Personal information
- Date of birth: 5 February 1918
- Place of birth: West Bretton, Yorkshire, England
- Date of death: 8 April 2001 (aged 83)
- Place of death: Huddersfield, Yorkshire, England
- Position: Centre half

Senior career*
- Years: Team / Apps / (Gls)
- 1934–1935: Huddersfield Town / 0 / (0)
- 1935–1938: Notts County / 0 / (0)
- 1938–1954: Bristol City / 306 / (2)

= Dennis Roberts (footballer) =

English footballer (1918–2001)

Dennis Roberts (5 February 1918 – 8 April 2001) was an English footballer who played as a centre half. He made over 300 Football League appearances throughout his career.

==Career==
Dennis Roberts was born in West Bretton, Yorkshire. He played local schools football in Huddersfield, gaining representative honours, probably for Huddersfield Boys. He signed as an amateur for Huddersfield Town but never appeared in the first team. At the age of 17 years in August 1937 Roberts signed for Notts County where, although he never played a first team game, he received good advice and coaching from "Dixie" Dean & Hughie Gallacher who were both at the club at the time. Joe Riley recommended Roberts to Bristol City and Bob Hewison signed him in August 1938 on a free transfer.
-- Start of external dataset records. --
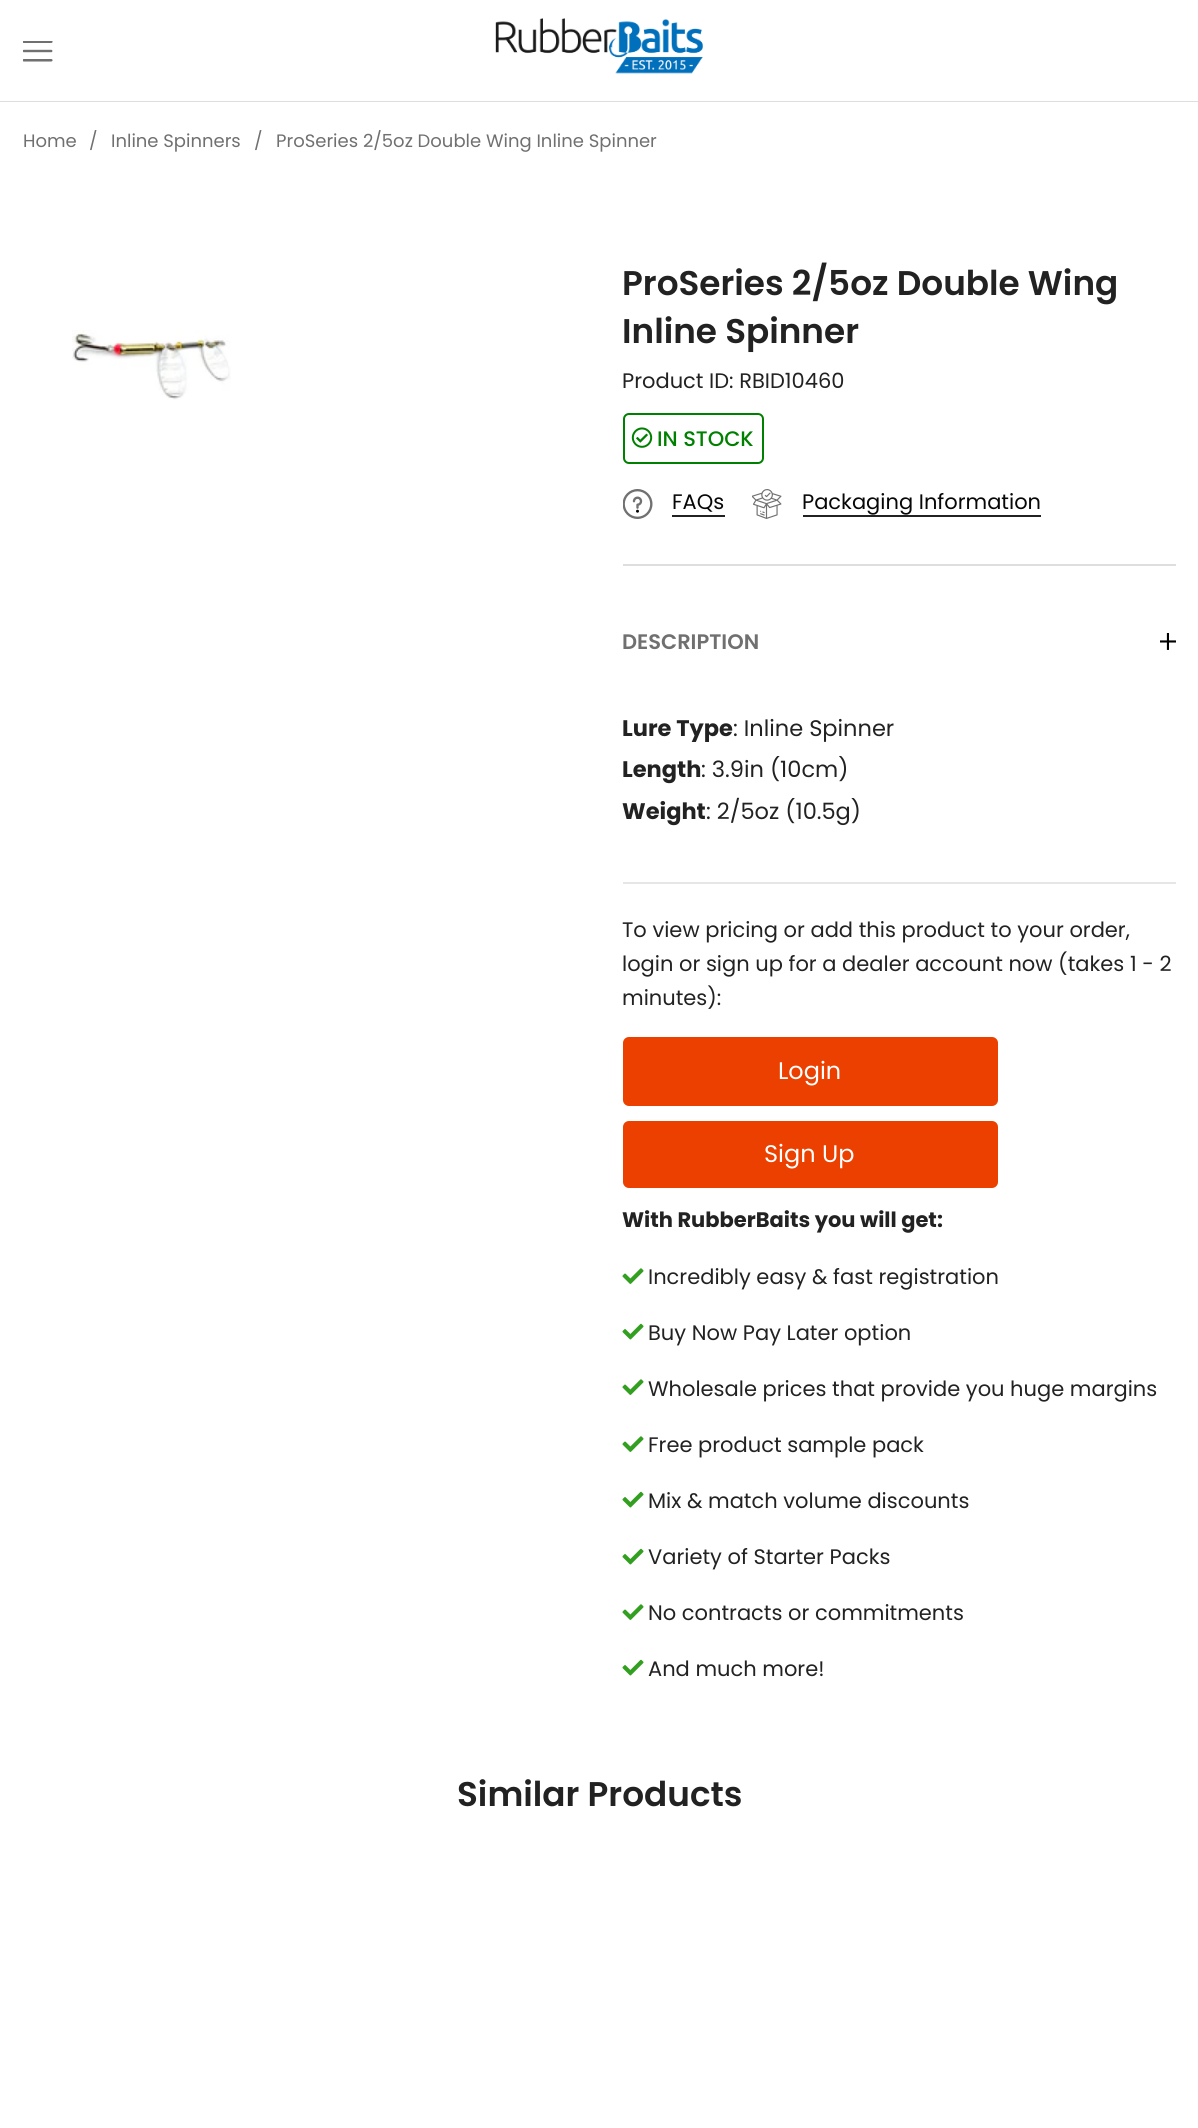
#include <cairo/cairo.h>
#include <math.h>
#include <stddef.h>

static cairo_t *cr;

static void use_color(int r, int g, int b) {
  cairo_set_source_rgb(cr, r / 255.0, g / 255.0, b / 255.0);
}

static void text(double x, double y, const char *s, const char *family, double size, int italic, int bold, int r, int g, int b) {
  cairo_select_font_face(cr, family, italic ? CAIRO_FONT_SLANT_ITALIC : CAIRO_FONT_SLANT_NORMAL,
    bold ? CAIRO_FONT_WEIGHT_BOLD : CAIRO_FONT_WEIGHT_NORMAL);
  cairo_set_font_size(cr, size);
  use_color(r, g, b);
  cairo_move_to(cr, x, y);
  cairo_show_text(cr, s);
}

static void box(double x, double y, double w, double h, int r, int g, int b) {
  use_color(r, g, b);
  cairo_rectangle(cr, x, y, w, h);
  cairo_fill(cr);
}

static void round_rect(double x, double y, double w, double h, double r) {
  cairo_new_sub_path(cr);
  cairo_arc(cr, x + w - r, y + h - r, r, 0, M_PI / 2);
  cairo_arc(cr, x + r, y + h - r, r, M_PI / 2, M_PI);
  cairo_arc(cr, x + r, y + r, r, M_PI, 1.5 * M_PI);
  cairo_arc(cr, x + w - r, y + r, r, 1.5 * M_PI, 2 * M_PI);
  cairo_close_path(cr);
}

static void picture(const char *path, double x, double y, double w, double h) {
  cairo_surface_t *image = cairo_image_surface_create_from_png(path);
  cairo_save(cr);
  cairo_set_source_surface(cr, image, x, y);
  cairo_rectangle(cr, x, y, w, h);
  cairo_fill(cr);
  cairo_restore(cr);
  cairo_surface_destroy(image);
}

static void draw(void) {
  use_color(255, 255, 255);
  cairo_paint(cr);
  box(0, 101, 1198, 1, 222, 222, 222);
  picture("img_01.png", 23, 41, 30, 21);
  picture("img_02.png", 495, 18, 208, 56);
  picture("img_03.png", 72, 330, 159, 70);
  round_rect(624, 414, 139, 49, 5);
  use_color(0, 128, 0);
  cairo_stroke(cr);
  picture("img_04.png", 631, 427, 22, 21);
  box(623, 564, 553, 2, 222, 222, 222);
  picture("img_05.png", 623, 489, 30, 30);
  box(672, 515, 53, 2, 34, 34, 34);
  picture("img_06.png", 752, 489, 30, 30);
  box(803, 515, 238, 2, 34, 34, 34);
  box(623, 882, 553, 2, 230, 230, 230);
  picture("img_07.png", 1160, 633, 16, 17);
  use_color(235, 64, 0);
  round_rect(623, 1037, 375, 69, 6);
  cairo_fill(cr);
  round_rect(623, 1121, 375, 67, 6);
  cairo_fill(cr);
  picture("img_08.png", 622, 1268, 22, 16);
  picture("img_09.png", 622, 1323, 22, 17);
  picture("img_08.png", 622, 1379, 22, 16);
  picture("img_08.png", 622, 1436, 22, 16);
  picture("img_09.png", 622, 1491, 22, 17);
  picture("img_09.png", 622, 1548, 22, 17);
  picture("img_08.png", 622, 1604, 22, 16);
  picture("img_09.png", 622, 1659, 22, 17);
  text(23, 147, "Home", "Poppins", 18, 0, 0, 112, 112, 112);
  text(89, 147, "/", "Poppins", 18, 0, 0, 112, 112, 112);
  text(111, 147, "Inline Spinners", "Poppins", 18, 0, 0, 112, 112, 112);
  text(254, 147, "/", "Poppins", 18, 0, 0, 112, 112, 112);
  text(276, 147, "ProSeries 2/5oz Double Wing Inline Spinner", "Poppins", 18, 0, 0, 112, 112, 112);
  text(622, 295, "ProSeries 2/5oz Double Wing", "Poppins SemiBold", 34.25, 0, 0, 34, 34, 34);
  text(622, 343, "Inline Spinner", "Poppins SemiBold", 34.25, 0, 0, 34, 34, 34);
  text(622, 388, "Product ID: RBID10460", "Poppins", 21, 0, 0, 34, 34, 34);
  text(657, 446, "IN STOCK", "Poppins Medium", 21, 0, 0, 0, 128, 0);
  text(672, 509, "FAQs", "Poppins", 21, 0, 0, 7, 7, 7);
  text(802, 509, "Packaging Information", "Poppins", 21, 0, 0, 7, 7, 7);
  text(622, 649, "DESCRIPTION", "Poppins SemiBold", 21, 0, 0, 112, 112, 112);
  text(622, 736, "Lure Type", "Poppins", 22.5, 0, 1, 34, 34, 34);
  text(733, 736, ": Inline Spinner", "Poppins", 22.5, 0, 0, 34, 34, 34);
  text(622, 777, "Length", "Poppins", 22.5, 0, 1, 34, 34, 34);
  text(701, 777, ": 3.9in (10cm)", "Poppins", 22.5, 0, 0, 34, 34, 34);
  text(622, 819, "Weight", "Poppins", 22.5, 0, 1, 34, 34, 34);
  text(706, 819, ": 2/5oz (10.5g)", "Poppins", 22.5, 0, 0, 34, 34, 34);
  text(622, 937, "To view pricing or add this product to your order,", "Poppins", 21, 0, 0, 34, 34, 34);
  text(622, 971, "login or sign up for a dealer account now (takes 1 - 2", "Poppins", 21, 0, 0, 34, 34, 34);
  text(622, 1005, "minutes):", "Poppins", 21, 0, 0, 34, 34, 34);
  text(778, 1079, "Login", "Poppins", 24, 0, 0, 255, 255, 255);
  text(764, 1162, "Sign Up", "Poppins", 24, 0, 0, 255, 255, 255);
  text(622, 1227, "With RubberBaits you will get:", "Poppins", 21, 0, 1, 34, 34, 34);
  text(648, 1284, "Incredibly easy & fast registration", "Poppins", 21, 0, 0, 34, 34, 34);
  text(648, 1340, "Buy Now Pay Later option", "Poppins", 21, 0, 0, 34, 34, 34);
  text(648, 1396, "Wholesale prices that provide you huge margins", "Poppins", 21, 0, 0, 34, 34, 34);
  text(648, 1452, "Free product sample pack", "Poppins", 21, 0, 0, 34, 34, 34);
  text(648, 1508, "Mix & match volume discounts", "Poppins", 21, 0, 0, 34, 34, 34);
  text(648, 1564, "Variety of Starter Packs", "Poppins", 21, 0, 0, 34, 34, 34);
  text(648, 1620, "No contracts or commitments", "Poppins", 21, 0, 0, 34, 34, 34);
  text(648, 1676, "And much more!", "Poppins", 21, 0, 0, 34, 34, 34);
  text(457, 1806, "Similar Products", "Poppins SemiBold", 34.25, 0, 0, 34, 34, 34);
}

int main(void) {
  cairo_surface_t *surface = cairo_image_surface_create(CAIRO_FORMAT_RGB24, 1198, 2128);
  cr = cairo_create(surface);
  cairo_font_options_t *options = cairo_font_options_create();
  cairo_font_options_set_hint_metrics(options, CAIRO_HINT_METRICS_OFF);
  cairo_font_options_set_hint_style(options, CAIRO_HINT_STYLE_NONE);
  cairo_set_font_options(cr, options);
  cairo_set_miter_limit(cr, 4);
  draw();
  cairo_surface_write_to_png(surface, "out.png");
  cairo_font_options_destroy(options);
  cairo_destroy(cr);
  cairo_surface_destroy(surface);
  return 0;
}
Dennis Roberts made his debut at centre half at Clapton Orient in a 1–1 draw on 24 September 1938 following the retirement of Joe Pearce. Roberts spent his whole career at Bristol City playing in the Third Division South making 24 appearances in 1938–39 and 3 appearances in 1939–40 before the war. During the war he made a further 205 wartime appearances before emerging, after the war when League football recommenced, as the regular centre half and captain for several seasons. Roberts was ever present in 1946–47 with 42 appearances and played regularly in each of the next four seasons with 38 appearances, 41 appearances, 39 appearances and 41 appearances in season 1950–51 when Roberts captained the "Robins" to the 5th round of the FA Cup where they lost 0–2 at Birmingham City. Roberts was ever present again in 1951–52 and scored his first goal in a 1–1 draw with Plymouth Argyle on Boxing Day. Ernie Peacock who eventually succeeded Roberts at centre half started playing alongside Roberts at right half in February 1950. Bristol City had been languishing too long in the lower reaches of the Third Division South and when Roberts was seriously injured in 1952–53, manager Pat Beasley signed Jack White from Aldershot in October 1952 immediately appointing White as captain. Roberts made 17 appearances scoring 1 goal in 1952–53 playing centre half alongside wing halves Peacock and White again in early 1953–54 making his final 15 appearances as City rose to 7th in the table by November.

After retiring in May 1954 Dennis Roberts was landlord of the "Avon Packet" and then the "Ship Inn" near St Mary Redcliffe church in Bristol. Roberts later drove a fork lift truck at GKN Bedminster until his retirement from work in February 1983. He moved back to Clayton West, Yorkshire following the death of his wife, and died in Huddersfield.